Re: [AOLSERVER] malloc replacement libraries?

2002-11-06 Thread Nathan Folkman

In a message dated 11/6/02 10:57:34 PM, [EMAIL PROTECTED] writes:



> Unfortunately, I don't have much more to report than Andy did.  I had
> an
> AOLserver 3.3+ad13 running ACS, and it was periodically crashing.

Lately I've been seeing more instances where AOLserver 3.3+ad13 just
stops serving pages.  It's still running, hasn't crashed, no errors or
anything suspicious in the error log.  I've already bumped up the stack
sizes.  I haven't a clue what's going on in there, but it can't be good!

janine

What are the major differences that would need to be bridged between the stock 3.5.1 code base and 3.3+ad13. There seems to be a large amount of email, bugs, etc. around the ad versions. Would things become easier if we were all working from a single common code base? ...I know this is a somewhat loaded question, but I'm curious as to what features are considered missing from the 3.5.1 code base. Thanks!

- n


Re: [AOLSERVER] malloc replacement libraries?

2002-11-06 Thread Peter M. Jansson
On Wednesday, November 6, 2002, at 10:56 PM, Janine Sisk wrote:


 I haven't a clue what's going on in there, but it can't be good!


You could try to attach gdb to the running process, and then poke around
(start with a stack backtrace); many Unix variants allow this.  You could
also just "kill -ABRT" the process, which should generate a core dump
(assuming you have core dumps enabled -- check your ulimit -c and, if you'
re running Solaris, your coreadm), then start gdb and get a stack
backtrace.



Re: [AOLSERVER] malloc replacement libraries?

2002-11-06 Thread Janine Sisk
On Wednesday, November 6, 2002, at 10:48 PM, Peter M. Jansson wrote:


Unfortunately, I don't have much more to report than Andy did.  I had
an
AOLserver 3.3+ad13 running ACS, and it was periodically crashing.


Lately I've been seeing more instances where AOLserver 3.3+ad13 just
stops serving pages.  It's still running, hasn't crashed, no errors or
anything suspicious in the error log.  I've already bumped up the stack
sizes.  I haven't a clue what's going on in there, but it can't be good!

janine

--
Janine Sisk
President/CEO
furfly.net, LLC
Mont Vernon, NH
Phone: 603-672-1122



Re: [AOLSERVER] malloc replacement libraries?

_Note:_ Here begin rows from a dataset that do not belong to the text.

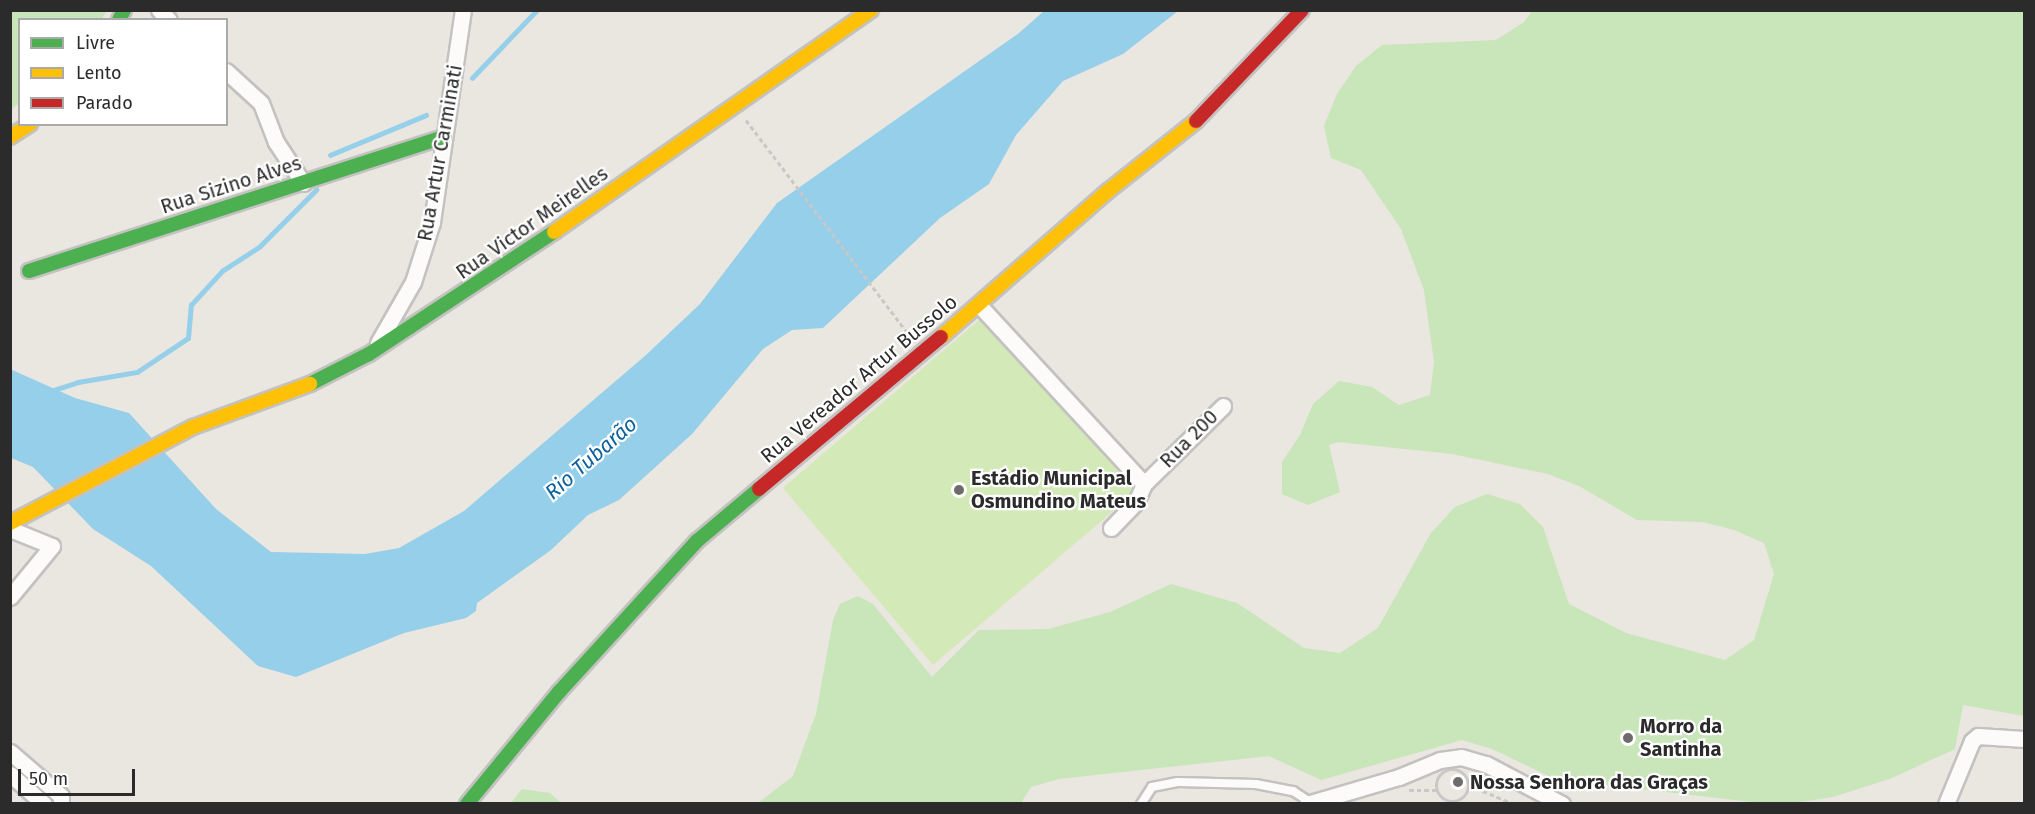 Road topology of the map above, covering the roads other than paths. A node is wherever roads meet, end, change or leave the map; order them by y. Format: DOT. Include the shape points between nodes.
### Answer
graph roads {
  1 [pos="463,10"];
  2 [pos="871,10"];
  3 [pos="1302,10"];
  4 [pos="228,73"];
  5 [pos="27,126"];
  6 [pos="10,137"];
  7 [pos="445,137"];
  8 [pos="303,183"];
  9 [pos="29,271"];
  10 [pos="979,305"];
  11 [pos="369,354"];
  12 [pos="1223,406"];
  13 [pos="1144,484"];
  14 [pos="14,523"];
  15 [pos="1111,528"];
  16 [pos="10,597"];
  17 [pos="2025,738"];
  18 [pos="16,757"];
  19 [pos="10,774"];
  20 [pos="1308,803"];
  21 [pos="44,804"];
  22 [pos="61,804"];
  23 [pos="467,804"];
  24 [pos="1140,804"];
  25 [pos="1562,804"];
  26 [pos="1946,804"];
  1 -- 7 [label="street, Rua Artur Carminati"];
  2 -- 11 [label="street, Rua Victor Meirelles" via="476,286"];
  3 -- 10 [label="street, Rua Vereador Artur Bussolo" via="1191,127 1108,191"];
  4 -- 8 [label="street" via="261,103 276,142"];
  5 -- 6 [label="street"];
  7 -- 8 [label="street, Rua Sizino Alves"];
  7 -- 11 [label="street, Rua Artur Carminati" via="432,222 413,282 390,328"];
  8 -- 9 [label="street, Rua Sizino Alves"];
  10 -- 13 [label="street"];
  10 -- 23 [label="street, Rua Vereador Artur Bussolo" via="683,554 547,706"];
  11 -- 14 [label="street, Rua Victor Meirelles" via="311,383 194,427"];
  12 -- 13 [label="street, Rua 200"];
  13 -- 15 [label="street, Rua 200" via="1136,502"];
  14 -- 16 [label="street" via="52,546"];
  17 -- 26 [label="street" via="1978,736 1972,741"];
  18 -- 19 [label="street"];
  18 -- 22 [label="street" via="61,796"];
  19 -- 21 [label="street"];
  20 -- 24 [label="lane" via="1293,791 1256,784 1178,783 1152,787"];
  20 -- 25 [label="street" via="1399,777 1440,760 1461,757 1486,764"];
}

2002-11-06 Thread Peter M. Jansson
Yes, Purify definitely seems to be the way to go.

On Wednesday, November 6, 2002, at 06:12 PM, Andrew Piskorski wrote:


But then I got Purify, which AFAIK
covers everything that Electric Fence can do



Re: [AOLSERVER] malloc replacement libraries?

2002-11-06 Thread Peter M. Jansson
On Wednesday, November 6, 2002, at 06:00 PM, Dossy wrote:


Sorry I can't be more constructive.  I just had a problem like this, and
didn't solve it, so the system just crashes regularly.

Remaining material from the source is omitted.